Sunday, 31st October, to Thursday, 4th November, 2004
What to say - yet more digging? But I'll certainly have half the plot ready for growing next year - and if we get a few good weekends through November, just possibly quite a bit more. Now I can get closer to the bee hives, I've got the brambles, willow(?), and raspberry canes scythed off the wildest corner.
Sunday - warm enough to dig in shirt sleeves, with bumble bees, wasps and honey bees all out and busy; had to run off the plot a couple of times when honey bees got themselves caught in my hair! Even saw a tortoiseshell flitting around - just a little bit odd to see such summer colour against the background of the autumn tints of trees and pumpkins, bare shrubs, and dead plants!
Monday - I got warm enough to work in shirt sleeves, but the weather was cold enough to bring out a couple of robins. They were still very shy - until they found the turves laden with slug eggs I'd laid on the compost heap!

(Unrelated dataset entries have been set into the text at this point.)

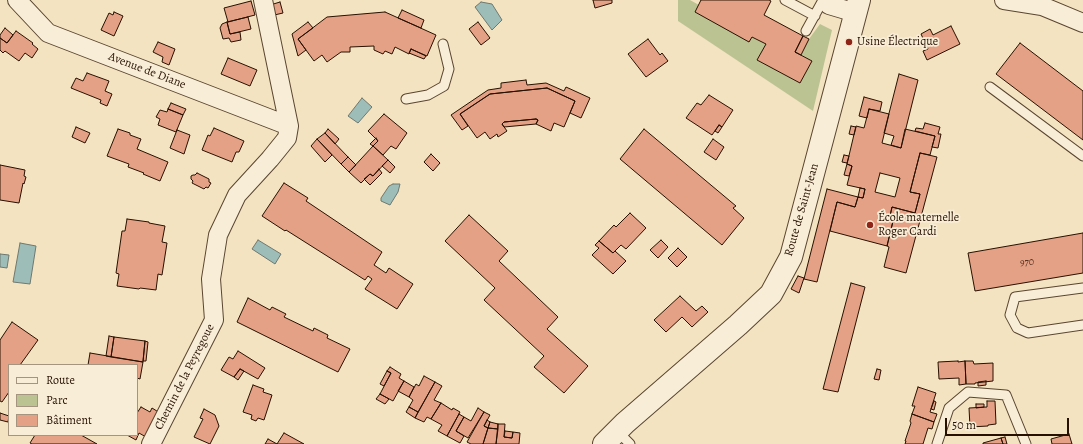 <!DOCTYPE html>
<html>
<head>
<meta charset="utf-8">
<style>
  body { margin:0 }
  #map { position:relative; width:1083px; height:444px; overflow:hidden; background:#f4e3c1; font-family:Alegreya,serif }
  canvas { display:block }
  .legend { position:absolute; left:8px; top:364px; width:130px; height:72px; box-sizing:border-box; background:#f8edd7; border:1px solid #a49581; margin:0; padding:5px 7px; list-style:none; font-size:12px; color:#271000 }
  .legend li { display:flex; align-items:center; gap:8px; height:20px }
  .legend b { width:20px; border:1px solid #a49581 }
  .scale { position:absolute; left:945px; top:418px; width:124px; height:18px; box-sizing:border-box; border:2px solid #271000; border-top:0; padding-left:5px; font-size:12px; line-height:14px; white-space:nowrap; color:#271000; -webkit-text-stroke:3px #f8edd7; paint-order:stroke }
</style>
</head>
<body>
<div id="map">
<canvas width="1083" height="444"></canvas>
<ul class="legend">
<li><b style="height:5px;background:#f8edd7"></b>Route</li>
<li><b style="height:11px;background:#bcc392"></b>Parc</li>
<li><b style="height:11px;background:#e4a185"></b>Bâtiment</li>
</ul>
<div class="scale">50 m</div>
</div>
<script>
const c = document.querySelector('canvas').getContext('2d');
c.lineJoin = 'round';
function fillPath(path, color) { c.fillStyle = color; c.fill(path, 'evenodd'); }
const toPath = rows => new Path2D(rows.map(r => 'M' + r).join(''));
function trace(path, color, width, dash) { c.strokeStyle = color; c.lineWidth = width; c.lineCap = dash ? 'butt' : 'round'; c.setLineDash(dash || []); c.stroke(path); }
function label(font, color, halo, rows, align = 'center') {
  c.font = font + ' Alegreya,serif'; c.lineWidth = 3.5; c.setLineDash([]); c.textBaseline = 'middle'; c.strokeStyle = halo; c.fillStyle = color; for (const [text, x, y, turn = 0] of rows) {
    c.save(); c.translate(x, y); c.rotate((+turn || 0) * Math.PI / 180); c.textAlign = isNaN(turn) ? turn : align; if (halo) c.strokeText(text, 0, 0); c.fillText(text, 0, 0); c.restore();
  }
}
fillPath(toPath([
  [678,0,690,0,699,5,695,12,749,41,752,37,766,44,757,60,800,83,812,61,801,55,809,39,820,24,832,30,813,111,678,21]
]), '#bcc392');
const water = toPath([
  [481,2,492,4,502,20,492,30,475,7,481,2],
  [362,98,372,107,358,123,348,116,362,98],
  [393,184,400,184,398,192,390,205,381,201,381,198,389,186,393,184],
  [258,240,281,254,275,264,252,249,258,240],
  [20,243,36,246,30,284,13,282,20,243],
  [0,254,9,255,7,268,0,267,0,254]
]);
fillPath(water, '#9dbdb9');
trace(water, '#6e786f', 1);
const building = toPath([
  [593,0,612,0,612,3,595,8,593,0],
  [701,0,769,0,771,1,764,15,803,36,795,52,812,61,800,83,757,60,766,44,752,37,749,42,695,12,701,0],
  [251,1,255,15,228,22,224,8,251,1],
  [280,2,283,13,270,16,267,6,280,2],
  [402,10,424,20,421,28,398,18,402,10],
  [114,12,123,16,114,36,101,30,109,13,113,15,114,12],
  [385,12,436,35,427,56,411,49,409,54,395,47,392,54,385,51,383,54,374,50,374,46,350,47,350,52,341,52,327,62,322,55,314,61,298,39,327,17,385,12],
  [248,17,251,29,230,34,227,22,248,17],
  [227,22,230,34,240,32,241,40,231,42,229,38,223,39,220,28,222,24,227,22],
  [308,22,313,28,298,39,306,50,298,56,292,34,308,22],
  [478,22,490,38,481,45,469,29,478,22],
  [951,26,960,44,927,60,923,51,928,49,921,34,930,29,933,35,951,26],
  [5,28,13,35,7,43,0,38,0,35,5,28],
  [16,31,33,43,32,44,38,49,32,58,25,53,19,61,5,51,3,53,0,50,0,38,7,43,16,31],
  [803,36,809,39,801,55,795,52,803,36],
  [648,39,660,55,662,53,668,61,646,77,628,54,648,39],
  [158,42,175,49,169,65,162,62,163,57,153,52,158,42],
  [1020,43,1083,91,1083,140,996,74,1020,43],
  [411,49,426,56,424,59,409,53,411,49],
  [228,58,257,70,250,86,221,74,228,58],
  [87,73,109,81,105,91,112,94,107,106,100,103,101,100,71,88,76,78,83,81,87,73],
  [899,74,918,80,901,148,891,145,894,136,884,133,899,74],
  [526,80,527,85,546,83,564,91,566,87,590,98,581,118,570,113,575,101,547,88,490,94,460,114,468,126,462,130,451,115,488,90,501,88,501,83,526,80],
  [547,88,575,101,564,127,554,123,551,131,536,124,538,120,536,119,504,122,502,124,507,131,498,137,497,134,490,139,485,132,477,138,460,114,490,94,547,88],
  [709,95,733,110,722,127,719,125,712,135,686,118,697,103,701,105,709,95],
  [864,97,882,102,880,111,869,109,867,118,859,116,864,97],
  [171,103,186,109,183,115,168,109,171,103],
  [168,109,183,115,176,132,158,125,160,119,156,117,160,110,167,112,168,109],
  [869,109,889,114,882,143,901,148,905,129,935,136,930,155,920,153,910,192,920,194,915,213,892,207,890,216,894,217,887,246,830,231,837,202,855,207,858,197,863,198,865,189,847,185,852,166,847,164,856,126,864,128,869,109],
  [880,173,900,178,895,197,875,192,880,173],
  [384,114,407,133,396,149,391,146,383,155,373,146,378,141,368,131,384,114],
  [536,119,538,120,536,124,504,127,502,124,504,122,536,119],
  [925,123,940,127,938,134,941,134,938,148,932,147,935,136,915,131,916,128,923,129,925,123],
  [719,125,722,127,718,133,715,131,719,125],
  [851,126,856,127,854,135,849,134,851,126],
  [76,127,90,133,85,143,72,137,76,127],
  [214,128,244,141,239,152,236,152,232,162,202,150,208,135,210,136,214,128],
  [118,129,130,133,130,135,141,139,137,149,168,162,160,181,143,174,144,173,128,167,129,164,107,156,118,129],
  [328,129,339,139,335,144,325,133,328,129],
  [644,129,736,206,733,208,744,218,722,245,620,159,644,129],
  [177,130,190,135,184,154,170,148,177,130],
  [325,133,348,157,341,164,317,139,325,133],
  [376,138,378,141,373,146,370,144,376,138],
  [317,139,332,155,325,162,311,146,317,139],
  [713,139,724,147,716,160,704,152,713,139],
  [373,146,388,160,373,176,370,174,361,183,349,172,373,146],
  [920,153,937,157,906,273,884,267,889,247,887,246,894,217,890,216,892,207,915,213,920,194,910,192,920,153],
  [431,154,440,163,433,171,424,162,431,154],
  [844,155,849,156,847,163,842,162,844,155],
  [348,157,356,165,349,172,341,164,348,157],
  [388,160,395,167,390,173,382,166,388,160],
  [847,164,852,166,849,176,844,175,847,164],
  [0,165,25,170,24,176,26,177,24,184,23,183,19,203,0,200,0,165],
  [379,169,382,173,370,185,364,179,370,174,373,176,379,169],
  [197,173,209,179,209,182,211,183,208,188,206,187,204,189,192,183,193,181,191,179,191,176,193,175,195,175,197,173],
  [284,183,308,198,306,201,382,252,374,265,386,273,389,268,413,284,397,309,365,289,372,279,368,276,365,280,286,230,285,231,262,216,284,183],
  [860,188,865,189,863,198,858,197,860,188],
  [827,189,858,197,855,207,837,202,817,282,804,279,827,189],
  [630,213,646,228,626,249,621,245,613,253,599,241,614,225,616,227,630,213],
  [469,215,508,251,499,261,558,317,547,329,588,366,564,393,534,367,544,356,484,300,495,288,445,241,469,215],
  [127,219,149,222,149,223,165,226,162,242,167,243,162,275,158,274,156,290,140,288,139,289,117,286,119,274,116,273,122,231,125,231,127,219],
  [1083,233,1083,273,975,291,968,253,1083,233],
  [661,240,668,247,658,258,650,250,661,240],
  [599,241,613,253,615,251,626,261,613,274,592,255,599,248,595,245,599,241],
  [678,248,687,257,677,267,668,258,678,248],
  [798,276,804,278,799,293,791,289,798,276],
  [851,283,865,287,838,392,823,389,851,283],
  [680,296,696,311,702,306,708,312,692,327,682,317,666,332,654,320,680,296],
  [248,298,270,310,272,307,286,314,284,317,313,331,314,328,328,335,327,338,350,349,338,372,237,322,248,298],
  [12,322,38,340,20,365,9,365,9,392,2,402,0,401,0,340,12,322],
  [109,336,114,337,111,357,106,356,109,336],
  [114,337,145,341,143,362,111,357,114,337],
  [145,341,148,342,146,361,143,361,145,341],
  [238,351,265,368,258,379,240,369,234,377,221,370,229,357,233,359,238,351],
  [90,353,143,362,140,379,137,378,137,365,88,365,90,353],
  [958,361,958,362,965,361,966,384,959,385,959,378,939,379,938,362,958,361],
  [965,361,973,361,974,364,993,363,993,381,975,383,975,384,966,384,965,361],
  [390,367,401,374,399,378,404,381,393,401,380,394,391,373,387,371,390,367],
  [240,369,244,371,238,380,234,377,240,369],
  [877,369,881,370,879,380,874,379,877,369],
  [387,371,391,373,384,386,380,384,387,371],
  [424,376,435,382,418,412,409,407,413,400,409,397,416,384,419,386,424,376],
  [404,381,414,387,409,397,398,391,404,381],
  [986,381,986,385,978,386,978,382,986,381],
  [435,382,442,386,434,400,441,403,431,419,427,417,424,422,415,418,435,382],
  [253,385,264,389,263,392,272,395,264,420,258,418,256,421,251,419,252,415,243,412,253,385],
  [918,387,936,393,930,412,937,414,934,422,912,414,915,406,912,406,918,387],
  [380,394,389,399,385,404,376,399,380,394],
  [934,401,936,402,934,410,931,409,934,401],
  [987,401,995,401,996,424,988,425,988,426,970,427,969,408,987,407,987,401],
  [441,403,452,410,453,408,460,412,447,436,438,431,442,425,431,419,441,403],
  [976,404,984,404,984,407,976,408,976,404],
  [141,407,150,412,152,408,160,413,146,437,139,433,136,440,127,435,137,435,137,413,141,407],
  [409,407,418,412,415,418,406,412,409,407],
  [478,408,484,412,468,438,456,431,464,417,471,421,478,408],
  [204,409,215,415,219,426,210,444,194,437,203,419,200,418,204,409],
  [484,412,490,415,484,426,488,428,483,444,471,444,467,442,484,412],
  [0,413,9,416,8,422,0,420,0,413],
  [459,414,464,417,456,431,464,436,460,443,447,436,459,414],
  [912,414,934,422,932,429,928,428,923,444,905,444,906,441,905,441,911,423,910,421,912,414],
  [487,420,490,422,488,428,484,426,487,420],
  [490,422,498,424,498,429,488,428,490,422],
  [498,424,505,424,504,437,512,438,513,432,520,433,519,444,496,444,498,424],
  [488,428,498,429,496,444,483,444,488,428],
  [505,431,513,432,512,438,504,437,505,431],
  [284,433,304,444,277,444,284,433],
  [1069,434,1072,444,1052,444,1051,439,1069,434],
  [35,435,81,435,97,444,32,444,30,443,35,435],
  [1005,437,1007,444,1003,444,1001,438,1005,437],
  [1001,438,1003,444,983,444,983,443,1001,438],
  [268,439,277,444,265,444,268,439]
]);
fillPath(building, '#e4a185');
trace(building, '#271000', 1);
const service = toPath([
  [785,0,815,16],
  [806,31,823,0],
  [990,87,1083,156],
  [406,99,428,95,444,86,449,69,443,44],
  [1083,288,1015,297,1010,315,1017,328,1028,333,1083,325],
  [617,431,630,444],
  [937,444,949,408,968,392,1006,395,1026,444]
]);
const minor = toPath([
  [17,0,48,33,289,126],
  [1004,0,1042,6,1083,23],
  [829,5,856,13],
  [151,444,214,320,211,279,218,235,237,195,270,159,287,138,289,126,263,0]
]);
const tertiary = toPath([
  [604,444,625,423,738,325,771,294,791,257,859,0]
]);
trace(service, '#5a4530', 11);
trace(minor, '#5a4530', 20);
trace(tertiary, '#5a4530', 24);
trace(service, '#f8edd7', 9);
trace(minor, '#f8edd7', 18);
trace(tertiary, '#f8edd7', 22);
for (const [x, y, r, color] of [
  [849,42,4,"#8f2418"],
  [870,225,4,"#8f2418"]
]) { const dot = new Path2D(); dot.arc(x, y, r, 0, 2 * Math.PI); c.fillStyle = color; c.fill(dot); trace(dot, '#f8edd7', 1.5); }
label('10px', '#563421', null, [
  ["970",1027,263]
]);
label('12px', '#271000', '#f8edd7', [
  ["Usine Électrique",857,42],
  ["École maternelle",878,218],
  ["Roger Cardi",878,232]
], 'left');
label('12px', '#271000', '#f8edd7', [
  ["Avenue de Diane",147,71,21],
  ["Route de Saint-Jean",802,210,-74],
  ["Chemin de la Peyregoue",185,377,-63]
]);
</script>
</body>
</html>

And this afternoon - just more digging! My style of digging has changed a LOT - nothing like having to cope with such heavy clay soil for developing a simpler, easier style! I'm a bit slower - but the job is going much more quickly, simply because I can dig for a LOT longer.
6th-30th November, 2004
We've a couple of real bonfire builders on the site! Had a brilliant bonfire night - loads of the plot-holders, kids, good food and drink, fireworks; and a proper bonfire with a guy. Kids loved it.
By the time I got the kids back on Sunday, thinking to help with the clear up, you'd not know anything had happened, apart from the still smouldering ashes.
Got another good afternoon's digging done - but my spade broke! The actual blade has "torn" - it's not the welding, or any other obvious weak spot; wouldn't mind, but it wasn't a cheap one either.
New one? Yup - but a real cheapo, just to get this first digging finished. I haven't had a chance to use it yet - after all the back-breaking digging, moving bricks and boulders, I managed to get a slipped disk; no, not on the plot, but in a classroom as I stretched up to write the date on the whiteboard!
No manure arrived yet - but these hard frosts the last few mornings are (I hope) doing their work on the clods.